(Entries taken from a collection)
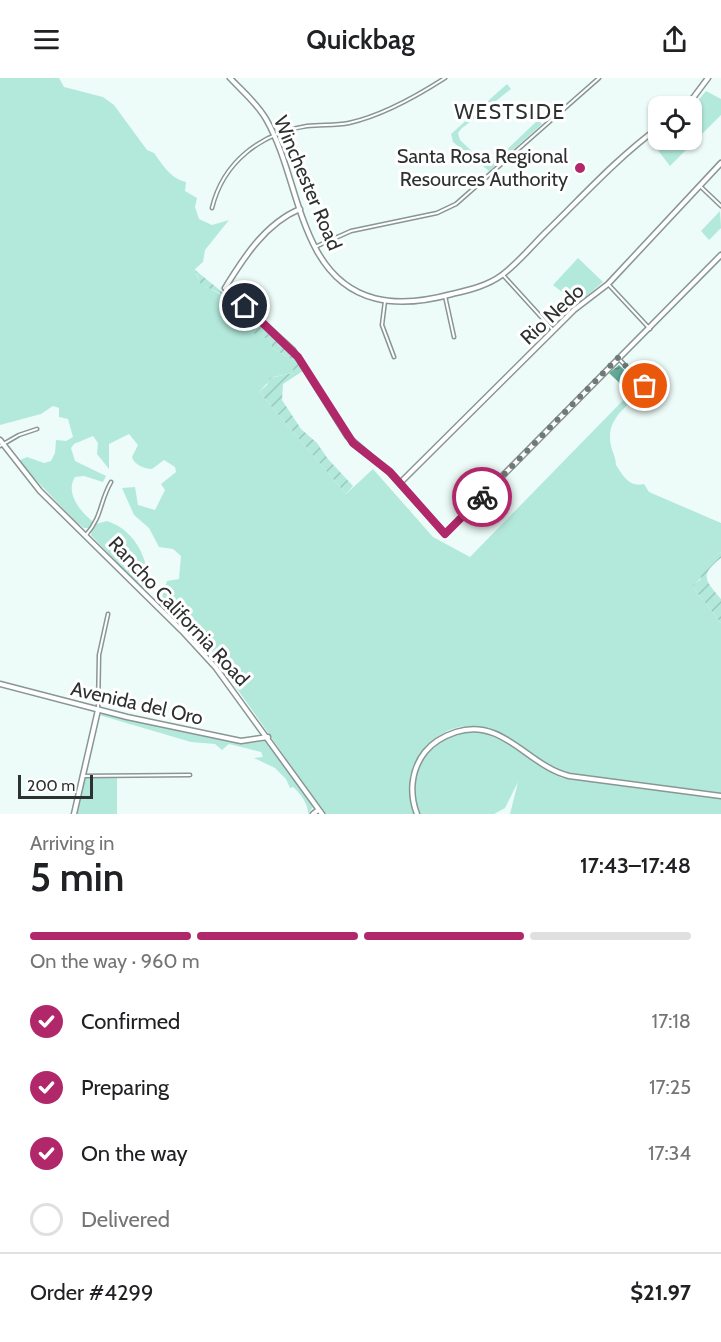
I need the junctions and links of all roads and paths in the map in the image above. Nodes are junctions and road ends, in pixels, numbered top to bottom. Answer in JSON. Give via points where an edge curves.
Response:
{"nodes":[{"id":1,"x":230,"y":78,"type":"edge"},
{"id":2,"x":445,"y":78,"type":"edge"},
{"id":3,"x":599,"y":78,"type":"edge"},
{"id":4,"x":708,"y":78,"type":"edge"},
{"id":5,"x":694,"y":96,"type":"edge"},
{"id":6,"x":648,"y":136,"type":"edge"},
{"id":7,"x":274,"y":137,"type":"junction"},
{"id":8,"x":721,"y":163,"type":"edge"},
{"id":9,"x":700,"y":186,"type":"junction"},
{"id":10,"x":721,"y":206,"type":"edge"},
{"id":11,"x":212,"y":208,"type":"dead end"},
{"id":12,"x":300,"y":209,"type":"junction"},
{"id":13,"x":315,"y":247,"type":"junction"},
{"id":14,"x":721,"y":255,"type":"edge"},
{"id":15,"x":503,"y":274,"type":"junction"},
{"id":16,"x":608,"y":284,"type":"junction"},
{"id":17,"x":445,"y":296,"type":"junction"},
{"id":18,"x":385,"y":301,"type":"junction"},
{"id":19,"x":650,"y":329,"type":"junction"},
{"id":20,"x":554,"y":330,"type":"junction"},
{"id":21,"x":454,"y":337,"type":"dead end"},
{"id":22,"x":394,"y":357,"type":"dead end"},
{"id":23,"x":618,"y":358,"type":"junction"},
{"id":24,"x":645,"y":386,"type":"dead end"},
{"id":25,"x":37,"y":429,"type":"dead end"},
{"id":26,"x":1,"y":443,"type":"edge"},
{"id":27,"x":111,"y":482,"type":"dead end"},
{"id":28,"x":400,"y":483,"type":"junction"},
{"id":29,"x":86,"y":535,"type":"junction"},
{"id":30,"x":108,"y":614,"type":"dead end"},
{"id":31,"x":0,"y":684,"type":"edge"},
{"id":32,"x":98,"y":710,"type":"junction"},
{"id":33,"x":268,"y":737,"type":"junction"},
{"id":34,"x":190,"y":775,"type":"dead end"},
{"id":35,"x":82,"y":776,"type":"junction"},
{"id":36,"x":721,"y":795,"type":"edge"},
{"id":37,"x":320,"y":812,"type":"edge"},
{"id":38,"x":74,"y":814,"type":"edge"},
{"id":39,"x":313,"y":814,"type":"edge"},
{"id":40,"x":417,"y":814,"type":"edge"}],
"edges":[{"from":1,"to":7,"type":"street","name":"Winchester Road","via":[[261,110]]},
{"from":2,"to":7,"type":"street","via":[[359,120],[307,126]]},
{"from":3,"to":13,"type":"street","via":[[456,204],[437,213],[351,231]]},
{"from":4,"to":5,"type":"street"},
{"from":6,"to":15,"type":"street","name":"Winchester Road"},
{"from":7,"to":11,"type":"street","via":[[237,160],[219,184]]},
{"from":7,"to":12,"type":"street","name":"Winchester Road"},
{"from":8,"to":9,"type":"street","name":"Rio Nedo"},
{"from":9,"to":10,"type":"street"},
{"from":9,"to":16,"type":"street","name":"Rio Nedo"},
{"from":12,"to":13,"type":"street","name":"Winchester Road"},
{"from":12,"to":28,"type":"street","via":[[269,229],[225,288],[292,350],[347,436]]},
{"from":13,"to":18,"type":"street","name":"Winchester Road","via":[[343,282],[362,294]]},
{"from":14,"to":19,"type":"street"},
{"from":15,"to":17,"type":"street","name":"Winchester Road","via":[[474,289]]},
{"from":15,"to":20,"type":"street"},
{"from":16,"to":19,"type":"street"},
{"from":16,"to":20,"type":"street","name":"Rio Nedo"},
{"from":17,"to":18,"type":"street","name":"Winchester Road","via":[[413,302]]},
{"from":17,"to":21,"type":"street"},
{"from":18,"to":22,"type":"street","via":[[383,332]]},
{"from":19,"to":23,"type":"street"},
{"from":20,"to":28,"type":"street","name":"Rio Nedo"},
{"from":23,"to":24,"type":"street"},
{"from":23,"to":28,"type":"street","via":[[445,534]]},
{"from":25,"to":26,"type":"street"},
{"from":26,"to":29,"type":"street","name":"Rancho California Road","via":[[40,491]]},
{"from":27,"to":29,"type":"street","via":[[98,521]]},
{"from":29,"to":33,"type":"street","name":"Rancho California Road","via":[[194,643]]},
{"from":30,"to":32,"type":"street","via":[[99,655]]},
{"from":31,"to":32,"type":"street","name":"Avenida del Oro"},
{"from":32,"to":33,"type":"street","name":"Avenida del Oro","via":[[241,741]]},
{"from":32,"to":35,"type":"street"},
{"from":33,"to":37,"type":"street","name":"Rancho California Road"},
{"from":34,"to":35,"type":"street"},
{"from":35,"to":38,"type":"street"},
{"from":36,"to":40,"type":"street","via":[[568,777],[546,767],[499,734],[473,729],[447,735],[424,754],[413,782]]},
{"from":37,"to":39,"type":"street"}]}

• **Work task**: Look over the records above and say how many lines hold the word "dead", giving the number alone.

• **Response**: 8